Title: The Black Power Movement and American Social Work

Author: Joyce Bell

Year of Publication: 2014

Thesis:
-Argues that the BPM had a great deal to do with increasing opportunities for Black people to enter professions, though by following two groups of Black social workers, she found that a class system quickly developed where Black professionals felt comfortable talking down to poor Black people. In essence, her large point is that NASBW is an example of how Black Power was able to enter institutions/work independently with black-run institutions (an understudied topic). Major results of BP: creation of professional associations “with a commitment to race politics” & changed social norms/how to deal with racism in the workplace. (174-5) “white resistance to relinquishing privilege—coupled with Black Power’s emphasis on repre- sentation and identity—in many ways paved the path to multiculturalism. “(175) BP benefits the Black middle class, but it signifies a “changing of the guard” rather than real structural change with respect to poor Black folk.
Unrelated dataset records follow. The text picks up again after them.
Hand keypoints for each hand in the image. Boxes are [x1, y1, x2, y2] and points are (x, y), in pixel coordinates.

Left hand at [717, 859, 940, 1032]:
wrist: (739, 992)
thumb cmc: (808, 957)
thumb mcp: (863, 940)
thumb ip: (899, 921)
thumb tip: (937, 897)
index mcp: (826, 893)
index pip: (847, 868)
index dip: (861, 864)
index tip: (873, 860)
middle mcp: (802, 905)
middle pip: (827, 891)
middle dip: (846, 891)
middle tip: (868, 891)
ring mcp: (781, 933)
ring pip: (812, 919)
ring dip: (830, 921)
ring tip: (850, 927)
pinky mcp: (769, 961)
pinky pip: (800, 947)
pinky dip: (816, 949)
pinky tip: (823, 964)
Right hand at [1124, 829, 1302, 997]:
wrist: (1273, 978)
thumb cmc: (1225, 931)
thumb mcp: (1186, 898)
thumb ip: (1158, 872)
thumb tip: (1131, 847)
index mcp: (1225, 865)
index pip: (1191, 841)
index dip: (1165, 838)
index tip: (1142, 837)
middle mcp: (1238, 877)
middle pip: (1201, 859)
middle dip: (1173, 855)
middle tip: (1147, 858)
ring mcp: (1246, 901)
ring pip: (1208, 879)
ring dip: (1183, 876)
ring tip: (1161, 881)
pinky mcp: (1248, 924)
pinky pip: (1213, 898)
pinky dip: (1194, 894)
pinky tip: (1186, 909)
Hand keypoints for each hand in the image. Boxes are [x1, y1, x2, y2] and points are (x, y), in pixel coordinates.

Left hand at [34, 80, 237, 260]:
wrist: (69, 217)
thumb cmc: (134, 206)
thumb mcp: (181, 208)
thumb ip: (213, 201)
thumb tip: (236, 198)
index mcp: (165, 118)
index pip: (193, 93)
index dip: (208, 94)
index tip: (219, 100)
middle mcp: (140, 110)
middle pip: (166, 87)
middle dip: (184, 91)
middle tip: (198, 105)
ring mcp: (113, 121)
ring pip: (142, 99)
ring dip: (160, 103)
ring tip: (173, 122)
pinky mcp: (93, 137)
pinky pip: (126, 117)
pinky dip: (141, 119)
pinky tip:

Hegemony has a huge role in this study; it also harkens back to Robert Allen’s Black Awakening in Capitalist America.
Time: 60s-80s
Geography: U.S.
Organization:
Foreword by Jeffrey Ogbar
Acknowledgments
Chapter 1 - Introduction: Race, Resistance, and the Civil Sphere

- Walker, whom she quotes on political, cultural, and organizational institutionalization, shows how movements attempt to get subsumed into mainstream
- exit or voice idea (leave or stay & try to be heard)
- Ogbar’s introduction goes back to Malcom X as the beginning of the Black Power Movement
- Key: black self-determination / integration not a “panacea”
- Black assertiveness not met with submissiveness but resentment.
- This books explores independent and within institution actions
Chapter 2 - Re-envisioning Black Power
Chapter 3 - Black Power Professionals
Chapter 4 - "A Nice Social Tea Party": The Rocky Relationship Between Social Work and Black Liberation

- Northern & southern struggles totally different - south still on integration (87)
Chapter 5 - "We Stand Before You, Not as a Separatist Body": The Techni-Culture Movement to Gain Voice in the National Federation of Settlements
Chapter 6 - "We'll Build Our Own Thing": The Exit Stratey of the National Association of Black Social Workers
Chapter 7 - Exit and Voice in Intra-Organizational Social Movements
Chapter 8 - Conclusion: Institutionalizing Black Power
Appendix 1: Methods
Appendix 2: Founding Dates of Black Professional Associations
Notes
References
Index
Type:
Social History
Methods: Theory Guided Process Tracing (TGPT) (Essentially transparently revealing method to participants).
Sources: Social work archives, personal papers, oral histories
Historiography: 
Keywords: “Intra-organizational social movements’
Themes: 
Critiques:
Questions:
Quotes:

Ogbar: “It was a merging of two seemingly irreconcilable beliefs—black nationalism and racial integration—that forged a new politics which permeated black America. Moreover, despite what historians and others have argued, it was Black Power, not the dream of a racially integrated America, that ultimately became a dominant expression among African Americans.” (xii)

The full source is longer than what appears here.